There are two sets of barriers that currently limit the ability of scholars across the social sciences to study the socioeconomic impacts of climate change. The first is the absence of high-quality, harmonized and georeferenced survey data. Of the six major barometers in political science, for example, only one, the Afrobarometer, includes coordinates that precisely locate respondents. The second set of barriers is primarily computational: researchers must generate valid estimates of climate exposures for tens or hundreds of thousands of locations for up to 30 years. This requires both facility with extremely large datasets (upwards of 150GB per product) and modern geospatial computing. These constraints are especially strong for scholars who lack access to cloud computing and the necessary background in climate econometrics.

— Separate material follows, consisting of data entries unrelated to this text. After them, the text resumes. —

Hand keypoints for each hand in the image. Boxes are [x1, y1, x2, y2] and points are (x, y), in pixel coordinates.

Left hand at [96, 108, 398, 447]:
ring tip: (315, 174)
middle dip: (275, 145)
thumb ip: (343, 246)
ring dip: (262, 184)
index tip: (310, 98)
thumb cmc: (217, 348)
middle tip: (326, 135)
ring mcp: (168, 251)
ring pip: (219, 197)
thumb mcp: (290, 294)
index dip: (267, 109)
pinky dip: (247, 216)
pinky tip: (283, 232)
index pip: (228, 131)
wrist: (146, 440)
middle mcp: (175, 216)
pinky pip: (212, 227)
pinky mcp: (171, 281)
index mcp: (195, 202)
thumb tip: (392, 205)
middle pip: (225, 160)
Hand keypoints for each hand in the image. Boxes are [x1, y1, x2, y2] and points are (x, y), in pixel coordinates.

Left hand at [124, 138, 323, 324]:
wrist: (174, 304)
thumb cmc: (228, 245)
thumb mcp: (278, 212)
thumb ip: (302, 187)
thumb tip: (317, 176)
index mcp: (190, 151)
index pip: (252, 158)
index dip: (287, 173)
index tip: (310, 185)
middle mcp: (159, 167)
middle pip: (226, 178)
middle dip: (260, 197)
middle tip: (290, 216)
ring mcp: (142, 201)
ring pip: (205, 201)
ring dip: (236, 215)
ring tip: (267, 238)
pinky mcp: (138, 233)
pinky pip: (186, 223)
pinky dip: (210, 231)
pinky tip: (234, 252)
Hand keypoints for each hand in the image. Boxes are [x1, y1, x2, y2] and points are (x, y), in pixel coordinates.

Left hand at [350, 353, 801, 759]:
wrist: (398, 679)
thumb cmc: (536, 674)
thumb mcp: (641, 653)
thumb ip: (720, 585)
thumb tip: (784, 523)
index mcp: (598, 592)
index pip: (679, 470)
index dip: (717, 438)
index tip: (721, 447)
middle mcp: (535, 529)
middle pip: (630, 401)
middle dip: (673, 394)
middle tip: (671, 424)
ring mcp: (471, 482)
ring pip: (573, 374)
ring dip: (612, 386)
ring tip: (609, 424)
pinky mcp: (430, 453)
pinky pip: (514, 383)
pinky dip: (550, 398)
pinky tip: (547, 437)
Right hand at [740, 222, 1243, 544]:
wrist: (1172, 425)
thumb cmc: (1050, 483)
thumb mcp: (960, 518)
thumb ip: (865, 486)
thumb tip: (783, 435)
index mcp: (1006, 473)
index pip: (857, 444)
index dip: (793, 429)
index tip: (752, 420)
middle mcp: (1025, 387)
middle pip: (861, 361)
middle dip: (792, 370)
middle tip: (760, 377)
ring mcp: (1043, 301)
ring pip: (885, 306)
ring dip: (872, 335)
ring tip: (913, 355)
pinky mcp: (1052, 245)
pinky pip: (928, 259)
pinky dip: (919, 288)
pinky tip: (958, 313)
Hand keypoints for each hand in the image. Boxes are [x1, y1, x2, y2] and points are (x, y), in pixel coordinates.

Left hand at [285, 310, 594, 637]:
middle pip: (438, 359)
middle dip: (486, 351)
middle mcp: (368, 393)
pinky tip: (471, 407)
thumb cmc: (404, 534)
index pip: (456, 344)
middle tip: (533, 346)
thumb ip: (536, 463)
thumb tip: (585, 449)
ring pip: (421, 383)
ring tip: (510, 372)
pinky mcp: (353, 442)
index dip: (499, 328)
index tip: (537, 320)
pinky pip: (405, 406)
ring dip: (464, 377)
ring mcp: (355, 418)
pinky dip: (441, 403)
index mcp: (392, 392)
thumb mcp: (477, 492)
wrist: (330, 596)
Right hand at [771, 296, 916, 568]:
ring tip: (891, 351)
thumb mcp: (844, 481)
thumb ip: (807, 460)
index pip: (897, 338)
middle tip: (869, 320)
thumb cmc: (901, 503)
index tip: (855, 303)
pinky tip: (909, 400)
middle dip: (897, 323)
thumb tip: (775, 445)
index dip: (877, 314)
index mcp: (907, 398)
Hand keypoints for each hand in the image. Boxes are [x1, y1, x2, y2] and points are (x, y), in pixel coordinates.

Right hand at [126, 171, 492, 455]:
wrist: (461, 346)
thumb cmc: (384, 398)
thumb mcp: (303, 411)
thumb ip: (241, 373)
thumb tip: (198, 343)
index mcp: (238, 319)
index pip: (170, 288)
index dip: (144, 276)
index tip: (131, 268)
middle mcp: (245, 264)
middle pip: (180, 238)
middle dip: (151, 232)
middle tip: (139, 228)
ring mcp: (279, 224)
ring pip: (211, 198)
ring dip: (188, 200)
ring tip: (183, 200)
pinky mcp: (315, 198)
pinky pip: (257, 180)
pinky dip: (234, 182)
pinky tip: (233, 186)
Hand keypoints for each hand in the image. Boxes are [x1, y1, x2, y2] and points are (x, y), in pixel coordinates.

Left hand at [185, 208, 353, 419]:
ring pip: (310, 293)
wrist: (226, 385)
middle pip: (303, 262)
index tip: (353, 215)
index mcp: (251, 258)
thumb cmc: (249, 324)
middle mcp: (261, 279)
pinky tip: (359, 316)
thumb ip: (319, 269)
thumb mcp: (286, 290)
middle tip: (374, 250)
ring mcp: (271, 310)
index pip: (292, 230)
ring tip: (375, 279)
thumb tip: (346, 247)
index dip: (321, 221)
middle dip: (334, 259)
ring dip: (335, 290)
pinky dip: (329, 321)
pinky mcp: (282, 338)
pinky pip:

Our goal with this project is to solve both sets of challenges simultaneously by building two databases — one containing survey data, the other climate data — that work seamlessly together, allowing researchers to quickly find pre-harmonized survey data for their area of study and generate corresponding exposure measures without doing any user-side computation of any kind. A prototype version of the survey database, made possible by a previous King Seed grant, currently contains more than 1.1 million survey responses from 84 countries spanning nearly 30 years. To build out this database, we have developed a set of tools that leverages advances in natural language processing to provide unsupervised algorithmic solutions to the problem of geolocating, harmonizing and thematically grouping survey responses.
Along with documentation that gives practical, accessible guidance to beginner users in the selection of competing climate products and the application of new approaches to dealing with measurement error bias in remotely sensed data, we ntend to publish all tools used in the development of the databases as companion R packages, complete with an R-based API lookup that will allow users to query, download and save data directly from a console. Our goal is to build not just a single, static product but an ecosystem of connected products, complete with an online dashboard and a regularly updated list of survey locations, administrative units, and climate products.